So here they are. The main advantage of point-free programming are that they force a structured combinator style which makes equational reasoning natural. Equational reasoning has been particularly advertised by the proponents of the "Squiggol" movement (see [1] [2]), and indeed use a fair share of point-free combinators and computation/rewriting/reasoning rules.
[1] "An introduction to the Bird-Merteens Formalism", Jeremy Gibbons, 1994
[2] "Functional Programming with Bananas, Lenses, Envelopes and Barbed Wire", Erik Meijer, Maarten Fokkinga and Ross Paterson, 1991
Finally, one cause for the popularity of point-free programming among Haskellites is its relation to category theory. In category theory, morphisms (which could be seen as "transformations between objects") are the basic object of study and computation. While partial results allow reasoning in specific categories to be performed in a pointful style, the common way to build, examine and manipulate arrows is still the point-free style, and other syntaxes such as string diagrams also exhibit this "pointfreeness". There are rather tight links between the people advocating "algebra of programming" methods and users of categories in programming (for example the authors of the banana paper [2] are/were hardcore categorists).
You may be interested in the Pointfree page of the Haskell wiki.
The downside of pointfree style is rather obvious: it can be a real pain to read. The reason why we still love to use variables, despite the numerous horrors of shadowing, alpha-equivalence etc., is that it's a notation that's just so natural to read and think about. The general idea is that a complex function (in a referentially transparent language) is like a complex plumbing system: the inputs are the parameters, they get into some pipes, are applied to inner functions, duplicated (\x -> (x,x)) or forgotten (\x -> (), pipe leading nowhere), etc. And the variable notation is nicely implicit about all that machinery: you give a name to the input, and names on the outputs (or auxiliary computations), but you don't have to describe all the plumbing plan, where the small pipes will go not to be a hindrance for the bigger ones, etc. The amount of plumbing inside something as short as \(f,x,y) -> ((x,y), f x y) is amazing. You may follow each variable individually, or read each intermediate plumbing node, but you never have to see the whole machinery together. When you use a point-free style, all the plumbing is explicit, you have to write everything down, and look at it afterwards, and sometimes it's just plain ugly.
PS: this plumbing vision is closely related to the stack programming languages, which are probably the least pointful programming languages (barely) in use. I would recommend trying to do some programming in them just to get of feeling of it (as I would recommend logic programming). See Factor, Cat or the venerable Forth.
I believe the purpose is to be succinct and to express pipelined computations as a composition of functions rather than thinking of threading arguments through. Simple example (in F#) - given:
let sum = List.sum
let sqr = List.map (fun x -> x * x)
Used like:
> sum [3;4;5]
12
> sqr [3;4;5]
[9;16;25]
We could express a "sum of squares" function as:
let sumsqr x = sum (sqr x)
And use like:
> sumsqr [3;4;5]
50
Or we could define it by piping x through:
let sumsqr x = x |> sqr |> sum
Written this way, it's obvious that x is being passed in only to be "threaded" through a sequence of functions. Direct composition looks much nicer:
let sumsqr = sqr >> sum
This is more concise and it's a different way of thinking of what we're doing; composing functions rather than imagining the process of arguments flowing through. We're not describing how sumsqr works. We're describing what it is.
PS: An interesting way to get your head around composition is to try programming in a concatenative language such as Forth, Joy, Factor, etc. These can be thought of as being nothing but composition (Forth : sumsqr sqr sum ;) in which the space between words is the composition operator.
PPS: Perhaps others could comment on the performance differences. It seems to me that composition may reduce GC pressure by making it more obvious to the compiler that there is no need to produce intermediate values as in pipelining; helping make the so-called "deforestation" problem more tractable.

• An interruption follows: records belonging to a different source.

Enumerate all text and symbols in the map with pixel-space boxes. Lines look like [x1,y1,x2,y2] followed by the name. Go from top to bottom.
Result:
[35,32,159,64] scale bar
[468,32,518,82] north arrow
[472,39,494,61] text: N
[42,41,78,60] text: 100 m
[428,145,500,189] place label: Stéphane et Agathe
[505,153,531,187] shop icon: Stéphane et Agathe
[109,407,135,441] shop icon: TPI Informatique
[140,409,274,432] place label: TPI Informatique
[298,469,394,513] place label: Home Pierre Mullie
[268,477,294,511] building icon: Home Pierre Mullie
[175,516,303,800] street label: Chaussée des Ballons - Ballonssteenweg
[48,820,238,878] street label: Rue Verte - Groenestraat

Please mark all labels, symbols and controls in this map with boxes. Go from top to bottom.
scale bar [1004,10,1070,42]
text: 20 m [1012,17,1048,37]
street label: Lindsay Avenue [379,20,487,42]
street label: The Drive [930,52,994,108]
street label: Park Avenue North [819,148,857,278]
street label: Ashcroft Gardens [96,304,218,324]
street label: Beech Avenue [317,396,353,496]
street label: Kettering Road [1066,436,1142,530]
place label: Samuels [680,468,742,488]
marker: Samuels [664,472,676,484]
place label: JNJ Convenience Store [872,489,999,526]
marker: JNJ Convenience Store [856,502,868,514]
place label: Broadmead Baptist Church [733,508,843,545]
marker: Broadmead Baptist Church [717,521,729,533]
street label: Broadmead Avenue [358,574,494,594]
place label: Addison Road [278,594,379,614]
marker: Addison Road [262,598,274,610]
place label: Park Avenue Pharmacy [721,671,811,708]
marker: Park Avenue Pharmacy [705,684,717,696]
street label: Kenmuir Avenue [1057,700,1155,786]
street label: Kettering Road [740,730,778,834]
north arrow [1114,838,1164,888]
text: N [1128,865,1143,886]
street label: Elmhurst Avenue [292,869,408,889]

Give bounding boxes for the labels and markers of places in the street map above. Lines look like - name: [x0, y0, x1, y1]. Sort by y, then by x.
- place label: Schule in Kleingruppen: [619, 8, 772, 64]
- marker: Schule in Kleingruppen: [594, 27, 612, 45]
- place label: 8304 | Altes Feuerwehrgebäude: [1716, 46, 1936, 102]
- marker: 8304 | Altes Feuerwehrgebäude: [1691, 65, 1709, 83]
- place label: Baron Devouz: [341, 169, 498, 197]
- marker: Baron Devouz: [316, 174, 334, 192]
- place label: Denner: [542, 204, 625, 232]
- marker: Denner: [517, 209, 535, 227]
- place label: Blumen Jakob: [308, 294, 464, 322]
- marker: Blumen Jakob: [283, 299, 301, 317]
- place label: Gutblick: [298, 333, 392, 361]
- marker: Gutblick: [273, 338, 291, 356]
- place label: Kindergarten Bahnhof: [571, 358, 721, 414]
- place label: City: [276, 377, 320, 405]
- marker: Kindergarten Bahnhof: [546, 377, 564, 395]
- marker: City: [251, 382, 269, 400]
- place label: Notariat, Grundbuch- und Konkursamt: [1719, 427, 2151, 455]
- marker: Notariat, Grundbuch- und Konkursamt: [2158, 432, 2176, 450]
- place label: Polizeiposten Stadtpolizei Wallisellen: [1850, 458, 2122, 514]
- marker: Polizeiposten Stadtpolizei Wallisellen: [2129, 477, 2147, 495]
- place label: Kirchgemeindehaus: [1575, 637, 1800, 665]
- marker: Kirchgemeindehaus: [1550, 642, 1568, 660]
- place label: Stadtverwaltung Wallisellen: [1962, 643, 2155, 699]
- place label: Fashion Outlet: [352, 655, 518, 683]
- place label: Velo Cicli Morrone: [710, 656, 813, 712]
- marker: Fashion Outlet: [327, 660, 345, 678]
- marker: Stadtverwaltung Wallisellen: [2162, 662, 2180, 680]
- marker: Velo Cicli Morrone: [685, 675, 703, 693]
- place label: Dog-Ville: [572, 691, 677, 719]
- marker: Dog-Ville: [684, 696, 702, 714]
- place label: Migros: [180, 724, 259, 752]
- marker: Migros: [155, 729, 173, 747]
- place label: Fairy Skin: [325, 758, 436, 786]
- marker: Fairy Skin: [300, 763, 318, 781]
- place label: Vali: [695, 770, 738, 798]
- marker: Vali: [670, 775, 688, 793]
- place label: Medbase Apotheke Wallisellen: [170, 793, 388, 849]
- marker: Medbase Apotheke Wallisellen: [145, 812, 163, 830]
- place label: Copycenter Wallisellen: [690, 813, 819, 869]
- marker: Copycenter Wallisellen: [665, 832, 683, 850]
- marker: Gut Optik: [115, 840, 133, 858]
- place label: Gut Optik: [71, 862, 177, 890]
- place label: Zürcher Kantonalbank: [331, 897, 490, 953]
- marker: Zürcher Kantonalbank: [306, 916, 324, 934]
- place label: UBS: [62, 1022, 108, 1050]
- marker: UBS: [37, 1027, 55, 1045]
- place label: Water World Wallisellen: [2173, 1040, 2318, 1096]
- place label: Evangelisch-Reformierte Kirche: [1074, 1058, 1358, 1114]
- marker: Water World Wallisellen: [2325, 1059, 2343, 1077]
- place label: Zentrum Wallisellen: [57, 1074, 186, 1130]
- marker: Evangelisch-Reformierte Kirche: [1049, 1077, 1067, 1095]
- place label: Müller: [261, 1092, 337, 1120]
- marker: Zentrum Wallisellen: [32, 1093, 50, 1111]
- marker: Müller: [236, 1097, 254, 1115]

While I'm attracted to the point-free concept and used it for some things, and agree with all the positives said before, I found these things with it as negative (some are detailed above):
The shorter notation reduces redundancy; in a heavily structured composition (ramda.js style, or point-free in Haskell, or whatever concatenative language) the code reading is more complex than linearly scanning through a bunch of const bindings and using a symbol highlighter to see which binding goes into what other downstream calculation. Besides the tree vs linear structure, the loss of descriptive symbol names makes the function hard to intuitively grasp. Of course both the tree structure and the loss of named bindings also have a lot of positives as well, for example, functions will feel more general - not bound to some application domain via the chosen symbol names - and the tree structure is semantically present even if bindings are laid out, and can be comprehended sequentially (lisp let/let* style).
Point-free is simplest when just piping through or composing a series of functions, as this also results in a linear structure that we humans find easy to follow. However, threading some interim calculation through multiple recipients is tedious. There are all kinds of wrapping into tuples, lensing and other painstaking mechanisms go into just making some calculation accessible, that would otherwise be just the multiple use of some value binding. Of course the repeated part can be extracted out as a separate function and maybe it's a good idea anyway, but there are also arguments for some non-short functions and even if it's extracted, its arguments will have to be somehow threaded through both applications, and then there may be a need for memoizing the function to not actually repeat the calculation. One will use a lot of converge, lens, memoize, useWidth etc.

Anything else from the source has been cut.